● TASK PROMPT:
Among the entries below, find all lines that include "Nomentana" and copy them.

● DATA FOR REVIEW:
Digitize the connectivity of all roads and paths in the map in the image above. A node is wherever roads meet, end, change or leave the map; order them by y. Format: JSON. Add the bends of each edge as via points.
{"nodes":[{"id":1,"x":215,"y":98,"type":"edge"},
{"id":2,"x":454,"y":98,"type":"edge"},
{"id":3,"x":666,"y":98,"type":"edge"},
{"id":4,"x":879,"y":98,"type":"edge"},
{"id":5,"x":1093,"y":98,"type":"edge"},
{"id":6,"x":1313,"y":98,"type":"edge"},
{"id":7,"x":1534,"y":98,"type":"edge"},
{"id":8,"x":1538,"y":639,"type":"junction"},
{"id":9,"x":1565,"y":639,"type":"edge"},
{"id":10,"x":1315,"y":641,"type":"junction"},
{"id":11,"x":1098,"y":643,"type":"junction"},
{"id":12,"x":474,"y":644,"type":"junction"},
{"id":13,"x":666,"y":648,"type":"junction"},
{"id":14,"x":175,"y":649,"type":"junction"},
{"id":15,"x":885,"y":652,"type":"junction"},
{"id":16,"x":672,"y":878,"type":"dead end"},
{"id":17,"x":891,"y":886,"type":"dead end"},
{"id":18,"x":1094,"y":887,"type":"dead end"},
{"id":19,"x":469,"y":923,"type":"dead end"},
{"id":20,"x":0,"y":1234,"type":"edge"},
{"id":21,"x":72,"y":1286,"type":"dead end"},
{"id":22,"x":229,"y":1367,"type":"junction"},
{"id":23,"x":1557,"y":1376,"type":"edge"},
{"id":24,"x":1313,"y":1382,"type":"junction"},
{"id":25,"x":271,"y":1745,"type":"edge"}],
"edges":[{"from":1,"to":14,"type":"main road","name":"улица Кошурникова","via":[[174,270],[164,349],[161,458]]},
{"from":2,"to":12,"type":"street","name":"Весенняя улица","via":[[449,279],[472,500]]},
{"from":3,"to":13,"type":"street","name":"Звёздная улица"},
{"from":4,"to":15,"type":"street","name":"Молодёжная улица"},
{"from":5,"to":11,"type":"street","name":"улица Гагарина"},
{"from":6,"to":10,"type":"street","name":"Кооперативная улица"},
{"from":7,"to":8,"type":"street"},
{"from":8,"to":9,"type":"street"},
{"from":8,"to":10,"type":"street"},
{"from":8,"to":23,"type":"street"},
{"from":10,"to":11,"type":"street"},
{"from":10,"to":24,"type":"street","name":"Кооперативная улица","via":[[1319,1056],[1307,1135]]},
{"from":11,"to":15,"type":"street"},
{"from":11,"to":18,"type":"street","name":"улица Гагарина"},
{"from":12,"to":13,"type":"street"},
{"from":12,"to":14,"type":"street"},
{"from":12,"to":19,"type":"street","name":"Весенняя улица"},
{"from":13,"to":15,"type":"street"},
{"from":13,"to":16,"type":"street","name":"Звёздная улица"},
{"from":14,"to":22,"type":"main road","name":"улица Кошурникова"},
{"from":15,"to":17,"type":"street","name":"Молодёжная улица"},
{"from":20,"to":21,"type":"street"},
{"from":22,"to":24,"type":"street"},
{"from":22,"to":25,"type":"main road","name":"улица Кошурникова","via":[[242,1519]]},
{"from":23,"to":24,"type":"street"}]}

==

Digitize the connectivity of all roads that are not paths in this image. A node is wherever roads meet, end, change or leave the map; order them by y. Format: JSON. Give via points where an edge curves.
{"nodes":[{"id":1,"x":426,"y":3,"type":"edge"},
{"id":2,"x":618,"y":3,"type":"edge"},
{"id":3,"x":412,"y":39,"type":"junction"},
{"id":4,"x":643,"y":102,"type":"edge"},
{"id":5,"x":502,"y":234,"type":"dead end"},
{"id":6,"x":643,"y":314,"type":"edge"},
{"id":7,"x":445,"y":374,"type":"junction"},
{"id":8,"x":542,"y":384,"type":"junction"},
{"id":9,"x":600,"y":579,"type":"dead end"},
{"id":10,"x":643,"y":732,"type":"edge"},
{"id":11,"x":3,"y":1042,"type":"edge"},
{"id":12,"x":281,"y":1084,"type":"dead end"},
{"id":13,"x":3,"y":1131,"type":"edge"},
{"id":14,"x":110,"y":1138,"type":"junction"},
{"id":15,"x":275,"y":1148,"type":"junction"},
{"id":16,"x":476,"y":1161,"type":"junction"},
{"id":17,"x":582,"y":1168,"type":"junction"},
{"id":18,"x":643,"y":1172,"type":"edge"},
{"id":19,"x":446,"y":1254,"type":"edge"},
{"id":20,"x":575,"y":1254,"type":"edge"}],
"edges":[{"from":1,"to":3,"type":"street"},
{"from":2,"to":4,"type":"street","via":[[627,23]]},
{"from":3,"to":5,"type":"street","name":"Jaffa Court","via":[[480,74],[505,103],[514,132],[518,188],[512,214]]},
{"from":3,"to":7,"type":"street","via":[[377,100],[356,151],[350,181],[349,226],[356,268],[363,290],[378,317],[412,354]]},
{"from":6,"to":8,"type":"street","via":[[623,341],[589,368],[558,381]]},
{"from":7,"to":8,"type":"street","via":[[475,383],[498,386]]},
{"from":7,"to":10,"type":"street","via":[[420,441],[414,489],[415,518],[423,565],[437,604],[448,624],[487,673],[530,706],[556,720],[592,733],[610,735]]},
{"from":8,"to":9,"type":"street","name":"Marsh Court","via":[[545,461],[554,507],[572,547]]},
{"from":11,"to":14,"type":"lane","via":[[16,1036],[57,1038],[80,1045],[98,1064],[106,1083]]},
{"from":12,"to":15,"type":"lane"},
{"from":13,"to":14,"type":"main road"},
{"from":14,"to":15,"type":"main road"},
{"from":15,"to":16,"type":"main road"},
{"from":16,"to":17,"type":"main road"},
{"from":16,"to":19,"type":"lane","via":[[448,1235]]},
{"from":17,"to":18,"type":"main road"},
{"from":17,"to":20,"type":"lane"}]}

---

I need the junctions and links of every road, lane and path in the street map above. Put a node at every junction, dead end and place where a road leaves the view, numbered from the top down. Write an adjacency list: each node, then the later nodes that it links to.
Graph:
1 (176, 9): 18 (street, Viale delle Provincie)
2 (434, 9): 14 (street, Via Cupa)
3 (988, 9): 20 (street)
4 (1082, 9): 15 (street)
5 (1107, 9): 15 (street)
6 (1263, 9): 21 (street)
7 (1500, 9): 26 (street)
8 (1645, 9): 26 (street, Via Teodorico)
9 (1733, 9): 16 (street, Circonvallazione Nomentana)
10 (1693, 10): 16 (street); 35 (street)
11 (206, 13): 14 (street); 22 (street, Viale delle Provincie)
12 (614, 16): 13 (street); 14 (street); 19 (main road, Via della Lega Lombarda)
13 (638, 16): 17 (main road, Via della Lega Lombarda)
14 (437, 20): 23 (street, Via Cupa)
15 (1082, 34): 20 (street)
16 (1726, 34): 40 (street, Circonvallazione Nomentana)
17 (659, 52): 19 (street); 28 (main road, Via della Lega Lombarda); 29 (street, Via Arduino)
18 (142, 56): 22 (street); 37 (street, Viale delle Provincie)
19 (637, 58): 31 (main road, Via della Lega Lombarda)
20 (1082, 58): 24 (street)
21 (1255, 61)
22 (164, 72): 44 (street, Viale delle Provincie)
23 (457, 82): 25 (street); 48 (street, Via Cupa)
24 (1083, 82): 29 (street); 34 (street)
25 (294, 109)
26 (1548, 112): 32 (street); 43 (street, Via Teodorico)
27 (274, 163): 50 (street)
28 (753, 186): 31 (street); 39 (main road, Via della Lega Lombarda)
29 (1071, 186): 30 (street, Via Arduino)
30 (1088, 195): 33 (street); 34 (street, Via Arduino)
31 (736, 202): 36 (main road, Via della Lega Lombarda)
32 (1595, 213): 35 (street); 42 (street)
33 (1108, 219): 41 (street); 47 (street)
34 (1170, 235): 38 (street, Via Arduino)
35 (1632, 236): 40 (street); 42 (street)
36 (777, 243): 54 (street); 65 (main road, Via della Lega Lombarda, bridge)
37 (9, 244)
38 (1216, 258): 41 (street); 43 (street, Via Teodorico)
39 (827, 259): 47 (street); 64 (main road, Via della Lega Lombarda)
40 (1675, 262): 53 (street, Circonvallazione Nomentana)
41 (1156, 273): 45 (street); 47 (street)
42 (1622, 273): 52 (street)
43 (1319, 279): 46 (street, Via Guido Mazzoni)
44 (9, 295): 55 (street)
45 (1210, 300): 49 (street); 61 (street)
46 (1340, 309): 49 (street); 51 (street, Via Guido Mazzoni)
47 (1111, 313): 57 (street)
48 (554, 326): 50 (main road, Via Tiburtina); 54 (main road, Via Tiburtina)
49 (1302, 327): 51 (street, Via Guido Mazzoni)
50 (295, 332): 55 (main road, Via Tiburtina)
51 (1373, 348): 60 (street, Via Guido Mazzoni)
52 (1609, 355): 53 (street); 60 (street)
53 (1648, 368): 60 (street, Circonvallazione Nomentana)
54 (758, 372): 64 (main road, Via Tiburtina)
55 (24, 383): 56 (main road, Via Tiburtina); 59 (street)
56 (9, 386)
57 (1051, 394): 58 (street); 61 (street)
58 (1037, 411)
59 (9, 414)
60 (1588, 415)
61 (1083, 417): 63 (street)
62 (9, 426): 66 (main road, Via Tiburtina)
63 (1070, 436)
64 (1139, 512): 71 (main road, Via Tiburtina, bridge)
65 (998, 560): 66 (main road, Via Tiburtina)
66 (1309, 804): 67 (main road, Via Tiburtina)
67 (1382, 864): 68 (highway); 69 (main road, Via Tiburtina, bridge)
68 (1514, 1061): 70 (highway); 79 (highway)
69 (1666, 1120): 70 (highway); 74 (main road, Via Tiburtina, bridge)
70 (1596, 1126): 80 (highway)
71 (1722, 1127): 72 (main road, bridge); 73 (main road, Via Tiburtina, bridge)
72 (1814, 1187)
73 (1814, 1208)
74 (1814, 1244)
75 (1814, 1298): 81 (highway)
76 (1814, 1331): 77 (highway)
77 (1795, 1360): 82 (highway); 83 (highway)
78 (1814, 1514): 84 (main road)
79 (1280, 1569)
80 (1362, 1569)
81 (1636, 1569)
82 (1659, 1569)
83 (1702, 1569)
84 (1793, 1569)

● COMPLETED EXERCISE:
9 (1733, 9): 16 (street, Circonvallazione Nomentana)
16 (1726, 34): 40 (street, Circonvallazione Nomentana)
40 (1675, 262): 53 (street, Circonvallazione Nomentana)
53 (1648, 368): 60 (street, Circonvallazione Nomentana)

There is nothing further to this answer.